The sophomore is miles ahead of his play in the 2010 season and continues to improve in preseason camp, OSU coach Mike Gundy said.

“I feel a lot better than I did at this time last year, which is to be expected,” Gundy said. “I feel better about him now than when we started on Aug. 4 or 5. He has got a long way to go, but I like his demeanor and work ethic.”

Chelf played in five games in the 2010 season as Weeden’s backup. He attempted 19 passes, completed 14 and had one interception. He threw for 213 yards and two touchdowns.

His best game came against Tulsa, a 65-28 blowout. Chelf went 8-for 11 for 165 yards. He tossed a 10-yard touchdown pass to Hubert Anyiam and a 27-yard TD pass to Charlie Moore.

Chelf thought he played well in Oklahoma State’s first scrimmage. He will face another test this Saturday when the Pokes have their second scrimmage.

“Timing with the receivers was a little difficult,” Chelf said after Saturday’s scrimmage. “When we got in stride and really got going, we really picked it up.”

Chelf continues to work on his timing with receivers in preseason camp this week. OSU’s offense continues to work on the little things – eliminating fumbles, interceptions and penalties.

“We’ve got all the big things down. We’ve got talent and most people know their (pass) routes. We’ve got a few young guys in there that are still learning. As far as offense goes, it’s all timing and eliminating silly mistakes,” Chelf said.

Chelf said he is comfortable in OSU’s air-raid offense, which is similar to the offense he ran at Enid High School. The big difference is college players are bigger and quicker.

The Cowboys’ Biletnikoff Award winning receiver Justin Blackmon said Chelf could carry the team in an emergency.

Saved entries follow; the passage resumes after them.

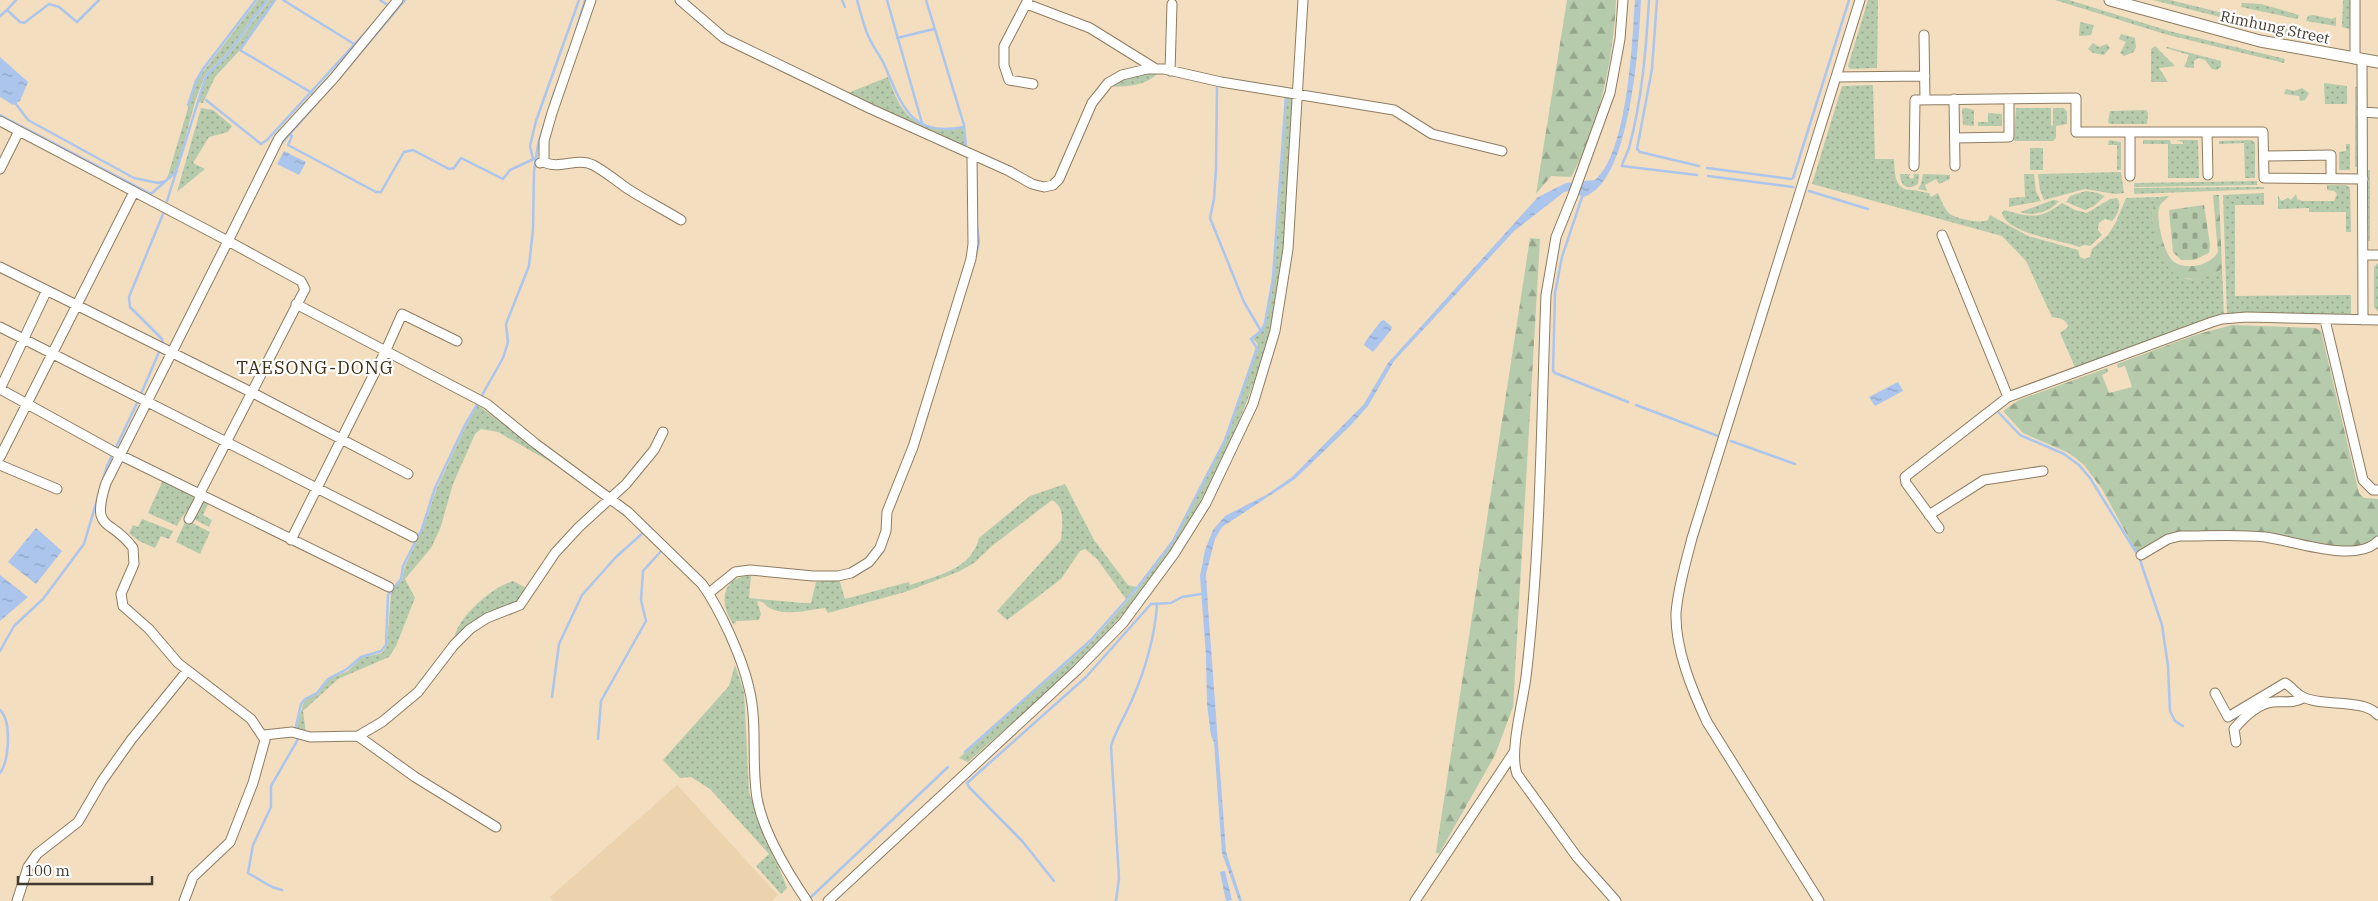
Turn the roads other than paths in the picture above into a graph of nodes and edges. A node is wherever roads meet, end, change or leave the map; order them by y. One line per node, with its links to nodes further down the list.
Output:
1 (398, 0): 43 (street)
2 (591, 0): 41 (street)
3 (680, 0): 31 (street)
4 (1303, 0): 19 (street)
5 (1623, 0): 93 (street)
6 (1860, 0): 17 (street)
7 (2110, 0): 12 (main road, Rimhung Street)
8 (2355, 0): 12 (street)
9 (1027, 2): 14 (street); 18 (street)
10 (1172, 4): 15 (street)
11 (1924, 34): 16 (street)
12 (2358, 60): 13 (main road, Rimhung Street); 23 (street)
13 (2378, 62)
14 (1156, 69): 15 (street); 31 (street)
15 (1170, 71): 19 (street)
16 (1925, 76): 17 (street); 21 (street)
17 (1836, 77): 101 (street)
18 (1033, 84)
19 (1297, 93): 30 (street); 98 (street)
20 (2009, 99): 22 (street); 27 (street); 29 (street)
21 (1926, 100): 22 (street); 33 (street)
22 (1954, 100): 29 (street)
23 (2362, 112): 24 (street); 39 (street)
24 (2378, 113)
25 (0, 121): 26 (street)
26 (19, 131): 35 (street); 40 (street)
27 (2130, 132): 28 (street); 37 (street)
28 (2207, 132): 32 (street); 36 (street)
29 (1955, 138): 34 (street)
30 (1502, 151)
31 (972, 156): 85 (street)
32 (2264, 156): 38 (street); 38 (street)
33 (1914, 166)
34 (1955, 166)
35 (0, 169)
36 (2208, 175)
37 (2130, 176)
38 (2331, 178): 39 (street)
39 (2363, 178): 44 (street)
40 (134, 192): 43 (street); 49 (street)
41 (681, 220)
42 (1942, 235): 61 (street)
43 (228, 241): 48 (street); 56 (street)
44 (2363, 255): 45 (street); 51 (street)
45 (2378, 255)
46 (0, 268): 47 (street)
47 (46, 292): 49 (street); 54 (street)
48 (296, 304): 57 (street); 60 (street)
49 (77, 305): 56 (street); 58 (street)
50 (2326, 320): 51 (street); 61 (street); 74 (street)
51 (2363, 320): 52 (street)
52 (2378, 320)
53 (0, 327): 54 (street)
54 (25, 340): 58 (street); 59 (street)
55 (457, 341): 57 (street)
56 (166, 350): 60 (street); 62 (street)
57 (386, 350): 65 (street); 76 (street)
58 (52, 354): 62 (street); 63 (street)
59 (0, 389): 63 (street)
60 (253, 393): 65 (street); 66 (street)
61 (2008, 398): 77 (street)
62 (142, 400): 66 (street); 67 (street)
63 (27, 404): 67 (street); 68 (street)
64 (663, 432): 76 (street)
65 (341, 438): 71 (street); 73 (street)
66 (228, 442): 73 (street); 75 (street)
67 (116, 453): 75 (street); 86 (street)
68 (0, 457)
69 (0, 466): 72 (street)
70 (2044, 471): 77 (street)
71 (408, 474)
72 (57, 489)
73 (316, 489): 80 (street); 81 (street)
74 (2378, 490)
75 (200, 493): 78 (street); 81 (street)
76 (610, 499): 85 (street); 91 (street)
77 (1929, 515): 79 (street)
78 (189, 519)
79 (1939, 528)
80 (413, 536)
81 (291, 540): 84 (street)
82 (2378, 541): 83 (street)
83 (2141, 555)
84 (389, 587)
85 (709, 593): 97 (street)
86 (187, 671): 90 (street); 95 (street)
87 (2215, 693): 88 (street)
88 (2303, 698): 89 (street); 92 (street)
89 (2378, 715)
90 (264, 735): 91 (street); 96 (street)
91 (358, 736): 94 (street)
92 (2236, 742)
93 (1514, 752): 99 (street); 100 (street)
94 (496, 827)
95 (17, 901)
96 (184, 901)
97 (807, 901)
98 (828, 901)
99 (1415, 901)
100 (1616, 901)
101 (1819, 901)

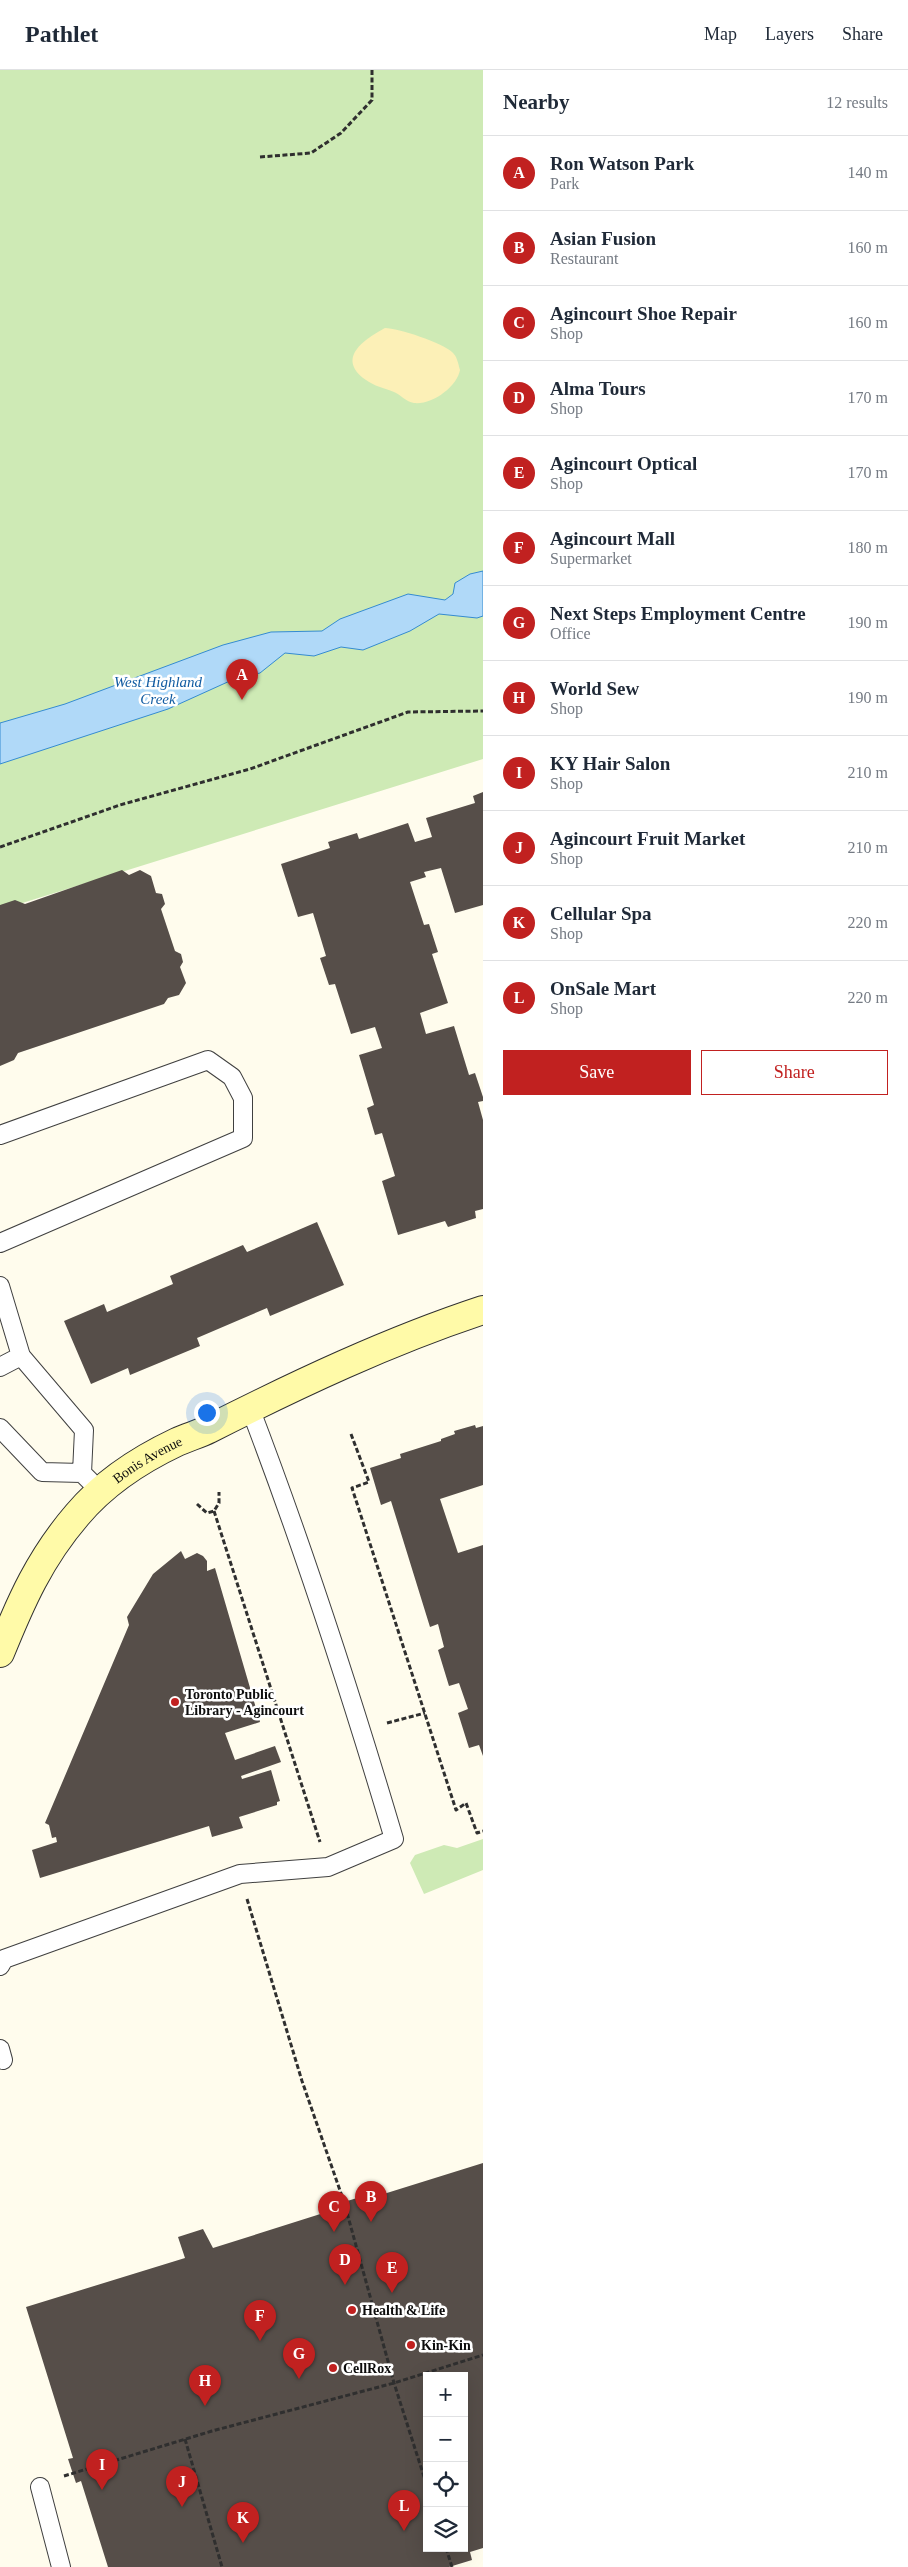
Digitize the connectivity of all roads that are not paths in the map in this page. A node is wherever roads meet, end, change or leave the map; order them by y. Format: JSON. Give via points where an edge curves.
{"nodes":[{"id":1,"x":0,"y":1135,"type":"edge"},
{"id":2,"x":0,"y":1243,"type":"edge"},
{"id":3,"x":0,"y":1286,"type":"edge"},
{"id":4,"x":483,"y":1310,"type":"edge"},
{"id":5,"x":21,"y":1356,"type":"junction"},
{"id":6,"x":0,"y":1367,"type":"edge"},
{"id":7,"x":250,"y":1408,"type":"junction"},
{"id":8,"x":0,"y":1428,"type":"edge"},
{"id":9,"x":91,"y":1483,"type":"junction"},
{"id":10,"x":0,"y":1653,"type":"edge"},
{"id":11,"x":0,"y":1966,"type":"edge"},
{"id":12,"x":40,"y":2487,"type":"road end"},
{"id":13,"x":61,"y":2567,"type":"edge"}],
"edges":[{"from":1,"to":2,"type":"lane","via":[[208,1060],[232,1076],[243,1098],[243,1138]]},
{"from":3,"to":5,"type":"lane"},
{"from":4,"to":7,"type":"street","name":"Bonis Avenue","via":[[400,1340]]},
{"from":5,"to":6,"type":"lane"},
{"from":5,"to":9,"type":"lane","via":[[84,1430]]},
{"from":7,"to":9,"type":"street","name":"Bonis Avenue"},
{"from":7,"to":11,"type":"lane","via":[[362,1729],[394,1839],[328,1867],[240,1874],[4,1960]]},
{"from":8,"to":9,"type":"lane","via":[[42,1472]]},
{"from":9,"to":10,"type":"street","name":"Bonis Avenue","via":[[78,1514],[46,1555],[26,1590]]},
{"from":12,"to":13,"type":"lane"}]}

“I feel way more confident today than I did a year ago,” Blackmon said. “Last year, he was good. Now, he knows the offense. He knows the system. He knows where to check plays. He’s not guessing. He knows his stuff now.”

The team is more confident in Chelf, Blackmon said. Chelf also is more confident.

“You can see it in the tapes,” he said.

Offensive coordinator Todd Monken isn’t as comfortable with Chelf or the second-team offense. He wasn’t as impressed with Chelf after the first scrimmage, but said he needed to look at scrimmage tape to see where mistakes were being made.

“I don’t remember all the flow of the plays. The flow of the plays could be: Clint mistake, left guard mistake, running back mistake, wideout mistake over an eight-play period. He actually plays really good, but it just feels like crap,” Monken said. “It didn’t feel good – starting with me as a play caller. It’s not putting it on him. Starting with me, that unit and then Clint, it just didn’t feel good.”

It’s also difficult to evaluate Chelf during a scrimmage because all the quarterbacks run the same plays in order to evaluate the other players as well, Monken said.

If Chelf had to start a game for an injured Weeden, the playbook would be scaled down to the plays that work bests for Chelf and the offense, Monken said.

“With a younger player, you’re not going to expose him to everything (in a game). You’d shrink that to what he really does well and get it into other players hands more than you would if Brandon was in there,” he said.